*** Source information ***

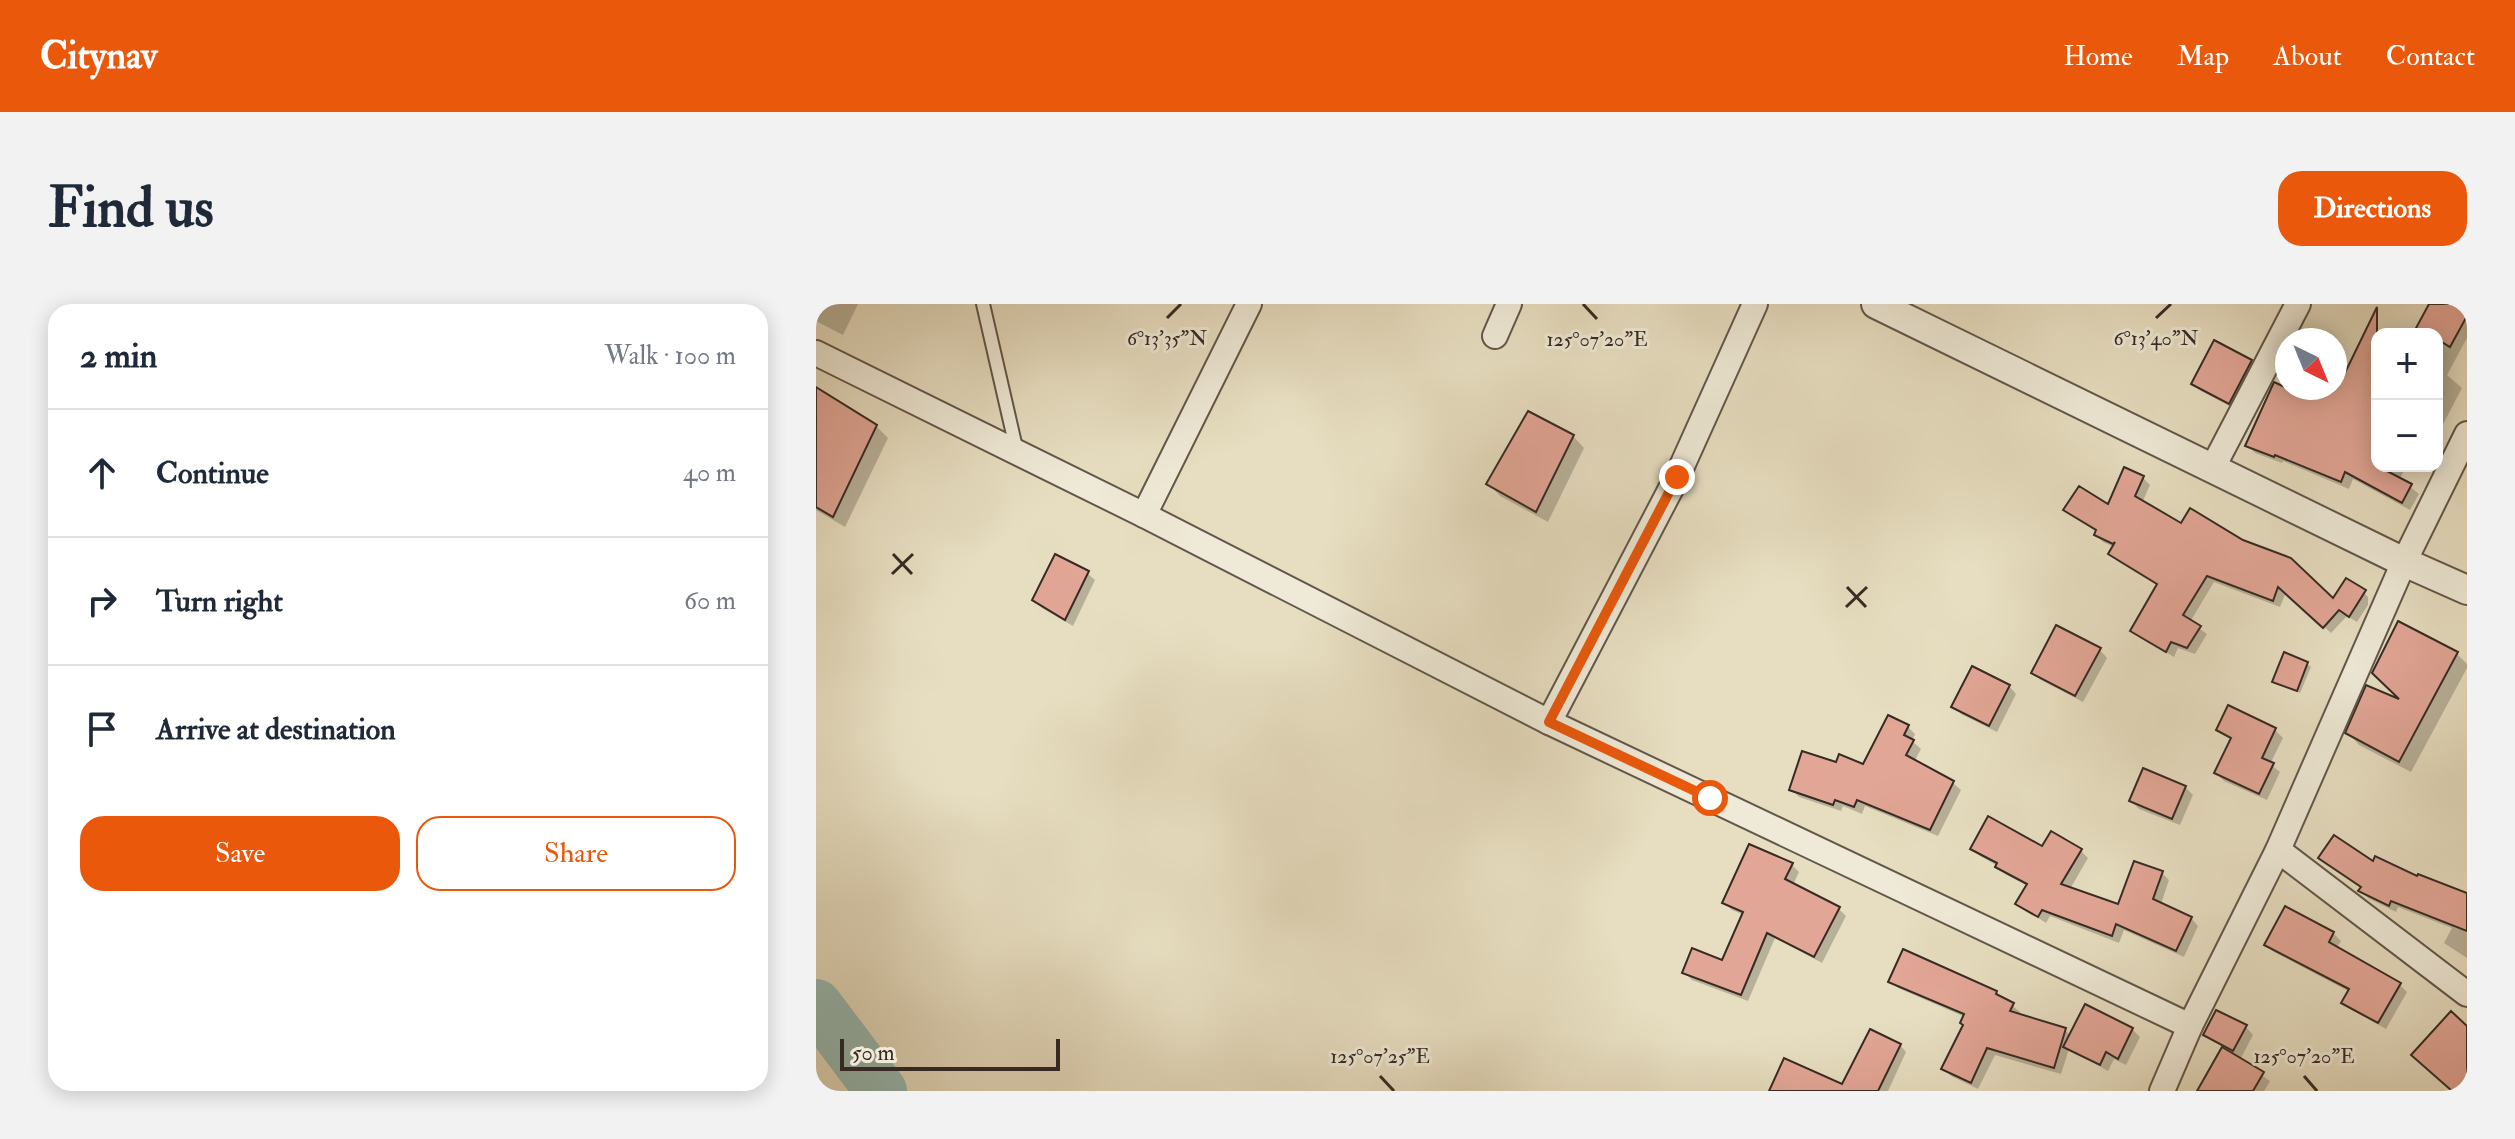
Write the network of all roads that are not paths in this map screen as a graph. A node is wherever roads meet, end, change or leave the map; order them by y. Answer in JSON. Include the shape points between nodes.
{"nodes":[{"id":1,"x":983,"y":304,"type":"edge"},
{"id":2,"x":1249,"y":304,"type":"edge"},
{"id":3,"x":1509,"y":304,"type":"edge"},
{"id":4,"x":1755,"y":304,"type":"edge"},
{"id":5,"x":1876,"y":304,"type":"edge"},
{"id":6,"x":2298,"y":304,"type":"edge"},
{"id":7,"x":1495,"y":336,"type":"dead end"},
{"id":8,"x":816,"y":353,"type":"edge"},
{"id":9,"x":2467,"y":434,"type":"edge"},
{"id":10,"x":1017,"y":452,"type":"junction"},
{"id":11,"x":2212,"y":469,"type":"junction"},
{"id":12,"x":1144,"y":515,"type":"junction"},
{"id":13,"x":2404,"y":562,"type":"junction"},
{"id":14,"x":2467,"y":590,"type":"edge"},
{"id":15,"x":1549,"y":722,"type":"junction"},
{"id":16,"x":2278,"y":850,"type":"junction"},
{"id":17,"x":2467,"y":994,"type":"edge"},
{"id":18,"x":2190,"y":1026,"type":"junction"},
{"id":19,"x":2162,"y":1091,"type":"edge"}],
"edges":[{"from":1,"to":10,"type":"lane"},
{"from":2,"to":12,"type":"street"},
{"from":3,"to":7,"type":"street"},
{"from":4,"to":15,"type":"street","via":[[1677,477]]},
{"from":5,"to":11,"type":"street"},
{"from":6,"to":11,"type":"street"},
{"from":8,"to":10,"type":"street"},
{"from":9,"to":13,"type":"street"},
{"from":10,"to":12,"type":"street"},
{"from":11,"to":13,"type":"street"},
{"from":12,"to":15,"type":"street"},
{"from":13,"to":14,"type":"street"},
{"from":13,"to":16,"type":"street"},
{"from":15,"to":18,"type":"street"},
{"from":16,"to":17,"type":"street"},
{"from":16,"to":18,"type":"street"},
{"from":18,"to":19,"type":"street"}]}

*** End of Source information ***

Output the entries above verbatim. Omit the images.

Write the network of all roads that are not paths in this map screen as a graph. A node is wherever roads meet, end, change or leave the map; order them by y. Answer in JSON. Include the shape points between nodes.
{"nodes":[{"id":1,"x":983,"y":304,"type":"edge"},
{"id":2,"x":1249,"y":304,"type":"edge"},
{"id":3,"x":1509,"y":304,"type":"edge"},
{"id":4,"x":1755,"y":304,"type":"edge"},
{"id":5,"x":1876,"y":304,"type":"edge"},
{"id":6,"x":2298,"y":304,"type":"edge"},
{"id":7,"x":1495,"y":336,"type":"dead end"},
{"id":8,"x":816,"y":353,"type":"edge"},
{"id":9,"x":2467,"y":434,"type":"edge"},
{"id":10,"x":1017,"y":452,"type":"junction"},
{"id":11,"x":2212,"y":469,"type":"junction"},
{"id":12,"x":1144,"y":515,"type":"junction"},
{"id":13,"x":2404,"y":562,"type":"junction"},
{"id":14,"x":2467,"y":590,"type":"edge"},
{"id":15,"x":1549,"y":722,"type":"junction"},
{"id":16,"x":2278,"y":850,"type":"junction"},
{"id":17,"x":2467,"y":994,"type":"edge"},
{"id":18,"x":2190,"y":1026,"type":"junction"},
{"id":19,"x":2162,"y":1091,"type":"edge"}],
"edges":[{"from":1,"to":10,"type":"lane"},
{"from":2,"to":12,"type":"street"},
{"from":3,"to":7,"type":"street"},
{"from":4,"to":15,"type":"street","via":[[1677,477]]},
{"from":5,"to":11,"type":"street"},
{"from":6,"to":11,"type":"street"},
{"from":8,"to":10,"type":"street"},
{"from":9,"to":13,"type":"street"},
{"from":10,"to":12,"type":"street"},
{"from":11,"to":13,"type":"street"},
{"from":12,"to":15,"type":"street"},
{"from":13,"to":14,"type":"street"},
{"from":13,"to":16,"type":"street"},
{"from":15,"to":18,"type":"street"},
{"from":16,"to":17,"type":"street"},
{"from":16,"to":18,"type":"street"},
{"from":18,"to":19,"type":"street"}]}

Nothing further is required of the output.